Stored items
↓↓↓

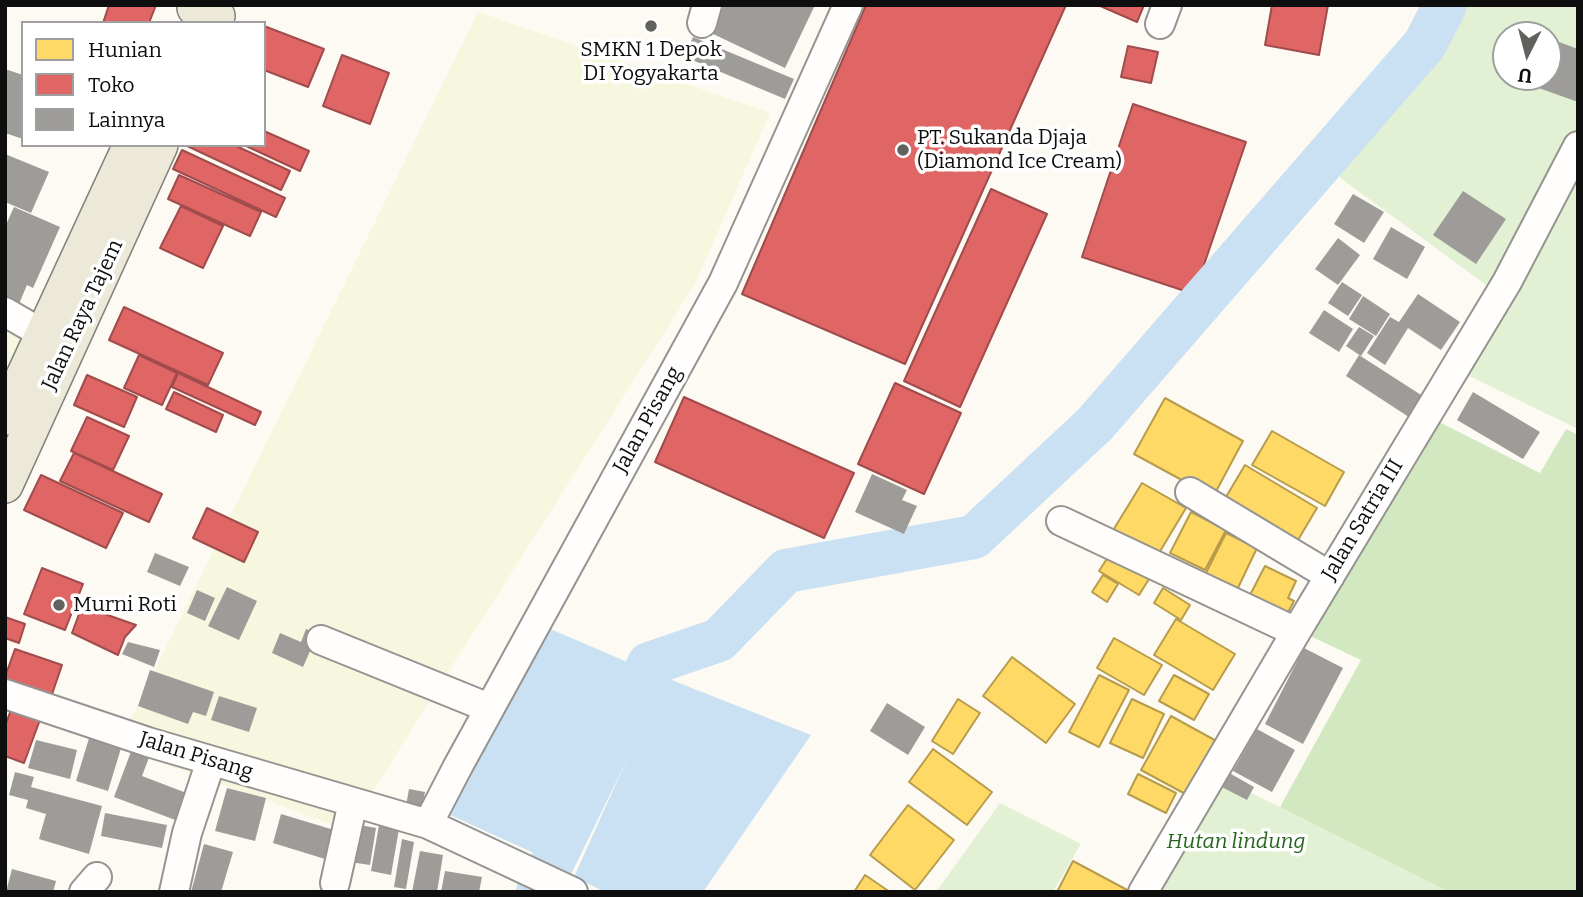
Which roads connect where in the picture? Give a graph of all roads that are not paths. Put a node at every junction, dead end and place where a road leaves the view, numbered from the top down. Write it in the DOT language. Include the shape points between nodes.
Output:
graph roads {
  1 [pos="848,5"];
  2 [pos="1578,146"];
  3 [pos="130,147"];
  4 [pos="159,147"];
  5 [pos="5,312"];
  6 [pos="43,334"];
  7 [pos="5,417"];
  8 [pos="5,485"];
  9 [pos="1190,492"];
  10 [pos="1061,521"];
  11 [pos="1330,576"];
  12 [pos="1296,632"];
  13 [pos="321,640"];
  14 [pos="5,694"];
  15 [pos="489,708"];
  16 [pos="211,761"];
  17 [pos="353,802"];
  18 [pos="428,824"];
  19 [pos="335,883"];
  20 [pos="565,888"];
  21 [pos="174,892"];
  22 [pos="1143,892"];
  1 -- 15 [label="street, Jalan Pisang" via="723,283"];
  2 -- 11 [label="street, Jalan Satria III" via="1507,282"];
  3 -- 6 [label="main road, Jalan Raya Tajem"];
  4 -- 8 [label="main road, Jalan Raya Tajem"];
  5 -- 6 [label="street"];
  6 -- 7 [label="main road, Jalan Raya Tajem"];
  9 -- 11 [label="street"];
  10 -- 12 [label="street"];
  11 -- 12 [label="street, Jalan Satria III"];
  12 -- 22 [label="street, Jalan Satria III"];
  13 -- 15 [label="street"];
  14 -- 16 [label="street, Jalan Pisang"];
  15 -- 18 [label="street, Jalan Pisang"];
  16 -- 17 [label="street, Jalan Pisang"];
  16 -- 21 [label="street" via="187,833"];
  17 -- 18 [label="street, Jalan Pisang"];
  17 -- 19 [label="street"];
  18 -- 20 [label="street, Jalan Pisang"];
}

↑↑↑

*INSTRUCTIONS FOR THE TASK*
Repeat the data exactly, excluding the pictures.

*ANSWER AREA*
Which roads connect where in the picture? Give a graph of all roads that are not paths. Put a node at every junction, dead end and place where a road leaves the view, numbered from the top down. Write it in the DOT language. Include the shape points between nodes.
Output:
graph roads {
  1 [pos="848,5"];
  2 [pos="1578,146"];
  3 [pos="130,147"];
  4 [pos="159,147"];
  5 [pos="5,312"];
  6 [pos="43,334"];
  7 [pos="5,417"];
  8 [pos="5,485"];
  9 [pos="1190,492"];
  10 [pos="1061,521"];
  11 [pos="1330,576"];
  12 [pos="1296,632"];
  13 [pos="321,640"];
  14 [pos="5,694"];
  15 [pos="489,708"];
  16 [pos="211,761"];
  17 [pos="353,802"];
  18 [pos="428,824"];
  19 [pos="335,883"];
  20 [pos="565,888"];
  21 [pos="174,892"];
  22 [pos="1143,892"];
  1 -- 15 [label="street, Jalan Pisang" via="723,283"];
  2 -- 11 [label="street, Jalan Satria III" via="1507,282"];
  3 -- 6 [label="main road, Jalan Raya Tajem"];
  4 -- 8 [label="main road, Jalan Raya Tajem"];
  5 -- 6 [label="street"];
  6 -- 7 [label="main road, Jalan Raya Tajem"];
  9 -- 11 [label="street"];
  10 -- 12 [label="street"];
  11 -- 12 [label="street, Jalan Satria III"];
  12 -- 22 [label="street, Jalan Satria III"];
  13 -- 15 [label="street"];
  14 -- 16 [label="street, Jalan Pisang"];
  15 -- 18 [label="street, Jalan Pisang"];
  16 -- 17 [label="street, Jalan Pisang"];
  16 -- 21 [label="street" via="187,833"];
  17 -- 18 [label="street, Jalan Pisang"];
  17 -- 19 [label="street"];
  18 -- 20 [label="street, Jalan Pisang"];
}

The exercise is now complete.